Could you copy every line of the data that contains the word "Avenue"?

▶ _Stored data entries_:
============

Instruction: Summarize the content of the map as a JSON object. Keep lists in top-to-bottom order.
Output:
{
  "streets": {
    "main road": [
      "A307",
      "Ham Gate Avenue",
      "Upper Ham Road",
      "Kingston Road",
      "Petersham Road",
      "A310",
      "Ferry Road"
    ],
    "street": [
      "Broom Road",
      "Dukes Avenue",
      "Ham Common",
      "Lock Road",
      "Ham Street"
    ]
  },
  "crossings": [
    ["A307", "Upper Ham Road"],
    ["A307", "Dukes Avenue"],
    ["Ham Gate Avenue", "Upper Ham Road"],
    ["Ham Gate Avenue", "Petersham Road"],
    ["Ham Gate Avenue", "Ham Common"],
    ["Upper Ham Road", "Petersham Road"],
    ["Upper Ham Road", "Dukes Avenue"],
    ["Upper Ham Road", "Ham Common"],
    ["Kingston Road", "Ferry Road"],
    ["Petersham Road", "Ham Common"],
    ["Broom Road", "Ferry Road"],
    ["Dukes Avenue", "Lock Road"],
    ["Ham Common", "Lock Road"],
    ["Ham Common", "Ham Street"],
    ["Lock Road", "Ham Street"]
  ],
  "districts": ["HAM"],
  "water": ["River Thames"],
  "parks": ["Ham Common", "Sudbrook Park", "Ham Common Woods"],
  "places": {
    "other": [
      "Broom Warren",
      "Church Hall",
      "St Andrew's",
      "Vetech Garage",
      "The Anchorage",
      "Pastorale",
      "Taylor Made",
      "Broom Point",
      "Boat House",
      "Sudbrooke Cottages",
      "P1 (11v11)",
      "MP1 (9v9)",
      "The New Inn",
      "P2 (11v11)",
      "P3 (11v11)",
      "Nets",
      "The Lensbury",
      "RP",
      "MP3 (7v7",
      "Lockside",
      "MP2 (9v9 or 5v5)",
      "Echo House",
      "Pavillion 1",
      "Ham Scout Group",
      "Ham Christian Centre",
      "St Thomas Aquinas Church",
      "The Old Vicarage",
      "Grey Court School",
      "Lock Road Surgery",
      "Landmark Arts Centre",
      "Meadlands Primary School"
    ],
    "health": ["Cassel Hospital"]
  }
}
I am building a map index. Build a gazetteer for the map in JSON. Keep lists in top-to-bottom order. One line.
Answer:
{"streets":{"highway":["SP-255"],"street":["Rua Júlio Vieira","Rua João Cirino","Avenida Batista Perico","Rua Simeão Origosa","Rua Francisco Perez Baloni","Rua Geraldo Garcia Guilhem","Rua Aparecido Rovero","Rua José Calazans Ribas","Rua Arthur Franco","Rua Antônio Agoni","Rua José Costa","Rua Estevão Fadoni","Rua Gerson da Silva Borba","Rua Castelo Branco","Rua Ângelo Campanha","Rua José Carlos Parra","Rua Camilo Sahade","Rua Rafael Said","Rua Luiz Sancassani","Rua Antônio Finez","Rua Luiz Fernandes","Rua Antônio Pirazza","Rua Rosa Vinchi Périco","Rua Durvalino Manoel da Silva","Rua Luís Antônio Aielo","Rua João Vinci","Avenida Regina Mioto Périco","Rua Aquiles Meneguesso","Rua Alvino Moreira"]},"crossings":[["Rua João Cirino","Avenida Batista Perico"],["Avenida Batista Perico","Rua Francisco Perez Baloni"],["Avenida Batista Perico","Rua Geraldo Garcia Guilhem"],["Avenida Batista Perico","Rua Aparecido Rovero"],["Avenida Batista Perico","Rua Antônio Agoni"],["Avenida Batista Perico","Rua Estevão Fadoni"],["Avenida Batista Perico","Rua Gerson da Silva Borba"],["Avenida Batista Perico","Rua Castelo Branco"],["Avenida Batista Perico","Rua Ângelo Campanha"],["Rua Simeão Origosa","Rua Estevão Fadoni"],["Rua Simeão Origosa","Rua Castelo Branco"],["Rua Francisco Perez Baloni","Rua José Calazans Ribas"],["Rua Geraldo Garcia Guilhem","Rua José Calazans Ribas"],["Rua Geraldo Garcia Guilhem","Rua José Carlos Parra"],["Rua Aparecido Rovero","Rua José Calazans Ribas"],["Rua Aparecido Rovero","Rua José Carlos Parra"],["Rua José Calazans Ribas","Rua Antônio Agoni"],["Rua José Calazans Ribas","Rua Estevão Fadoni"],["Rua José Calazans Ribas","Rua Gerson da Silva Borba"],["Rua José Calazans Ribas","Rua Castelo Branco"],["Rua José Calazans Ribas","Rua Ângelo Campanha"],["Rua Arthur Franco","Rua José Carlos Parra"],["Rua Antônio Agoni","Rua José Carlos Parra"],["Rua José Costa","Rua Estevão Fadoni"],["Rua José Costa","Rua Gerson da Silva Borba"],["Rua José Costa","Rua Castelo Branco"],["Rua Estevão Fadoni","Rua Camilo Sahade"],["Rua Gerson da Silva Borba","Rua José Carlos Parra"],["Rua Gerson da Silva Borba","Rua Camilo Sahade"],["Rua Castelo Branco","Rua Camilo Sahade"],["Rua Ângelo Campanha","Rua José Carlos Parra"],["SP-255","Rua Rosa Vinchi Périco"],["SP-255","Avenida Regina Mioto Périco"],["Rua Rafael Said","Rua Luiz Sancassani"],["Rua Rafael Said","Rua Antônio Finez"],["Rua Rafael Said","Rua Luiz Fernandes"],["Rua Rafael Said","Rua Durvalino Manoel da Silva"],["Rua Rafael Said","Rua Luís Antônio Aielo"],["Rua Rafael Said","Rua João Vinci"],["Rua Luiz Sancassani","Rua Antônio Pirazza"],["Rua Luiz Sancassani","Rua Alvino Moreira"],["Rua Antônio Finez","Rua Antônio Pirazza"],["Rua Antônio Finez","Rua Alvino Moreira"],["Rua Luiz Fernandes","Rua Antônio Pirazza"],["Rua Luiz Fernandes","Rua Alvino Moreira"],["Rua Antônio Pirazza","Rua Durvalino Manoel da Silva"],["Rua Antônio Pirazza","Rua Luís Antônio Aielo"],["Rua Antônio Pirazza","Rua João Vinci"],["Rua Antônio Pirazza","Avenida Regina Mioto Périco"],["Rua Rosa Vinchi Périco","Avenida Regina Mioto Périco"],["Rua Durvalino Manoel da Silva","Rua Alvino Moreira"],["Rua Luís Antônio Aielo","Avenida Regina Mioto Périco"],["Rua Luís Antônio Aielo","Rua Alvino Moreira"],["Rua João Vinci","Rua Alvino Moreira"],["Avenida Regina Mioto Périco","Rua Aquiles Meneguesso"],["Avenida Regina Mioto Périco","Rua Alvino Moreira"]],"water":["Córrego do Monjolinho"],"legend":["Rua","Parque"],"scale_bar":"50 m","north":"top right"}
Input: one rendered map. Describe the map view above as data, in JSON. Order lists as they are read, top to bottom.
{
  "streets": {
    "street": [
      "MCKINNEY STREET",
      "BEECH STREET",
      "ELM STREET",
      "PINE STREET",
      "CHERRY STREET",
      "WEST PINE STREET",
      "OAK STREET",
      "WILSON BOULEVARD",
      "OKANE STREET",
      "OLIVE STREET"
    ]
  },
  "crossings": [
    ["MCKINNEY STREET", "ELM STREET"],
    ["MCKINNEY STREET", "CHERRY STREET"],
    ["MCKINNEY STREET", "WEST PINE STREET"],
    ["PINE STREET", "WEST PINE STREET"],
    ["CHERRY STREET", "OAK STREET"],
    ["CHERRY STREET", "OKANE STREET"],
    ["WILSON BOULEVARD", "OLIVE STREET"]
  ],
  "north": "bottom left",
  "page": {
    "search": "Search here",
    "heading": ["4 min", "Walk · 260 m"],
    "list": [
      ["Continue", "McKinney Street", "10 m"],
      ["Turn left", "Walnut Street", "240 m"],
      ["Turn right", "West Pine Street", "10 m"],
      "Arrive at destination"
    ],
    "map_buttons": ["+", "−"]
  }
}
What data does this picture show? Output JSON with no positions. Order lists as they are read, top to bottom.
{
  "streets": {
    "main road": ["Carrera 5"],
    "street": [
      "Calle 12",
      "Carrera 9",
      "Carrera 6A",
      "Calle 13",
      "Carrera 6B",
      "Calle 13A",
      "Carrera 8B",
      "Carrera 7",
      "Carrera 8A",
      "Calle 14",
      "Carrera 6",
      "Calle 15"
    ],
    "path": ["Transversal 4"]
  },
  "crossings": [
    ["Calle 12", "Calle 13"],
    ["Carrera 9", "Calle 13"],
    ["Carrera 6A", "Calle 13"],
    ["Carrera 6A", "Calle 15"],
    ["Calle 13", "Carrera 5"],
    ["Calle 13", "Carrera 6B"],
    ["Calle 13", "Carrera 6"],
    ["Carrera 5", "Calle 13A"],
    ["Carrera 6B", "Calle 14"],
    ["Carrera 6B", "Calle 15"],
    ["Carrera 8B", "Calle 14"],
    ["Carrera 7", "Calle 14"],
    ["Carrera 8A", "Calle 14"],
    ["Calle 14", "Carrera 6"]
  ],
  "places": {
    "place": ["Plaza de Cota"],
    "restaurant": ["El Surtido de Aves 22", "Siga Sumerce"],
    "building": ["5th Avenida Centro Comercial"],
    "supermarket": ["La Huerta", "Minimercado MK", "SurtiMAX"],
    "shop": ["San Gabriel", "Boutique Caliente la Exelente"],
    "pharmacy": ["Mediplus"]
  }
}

============

▶ _Exercise result_:
      "Ham Gate Avenue",
      "Dukes Avenue",
    ["A307", "Dukes Avenue"],
    ["Ham Gate Avenue", "Upper Ham Road"],
    ["Ham Gate Avenue", "Petersham Road"],
    ["Ham Gate Avenue", "Ham Common"],
    ["Upper Ham Road", "Dukes Avenue"],
    ["Dukes Avenue", "Lock Road"],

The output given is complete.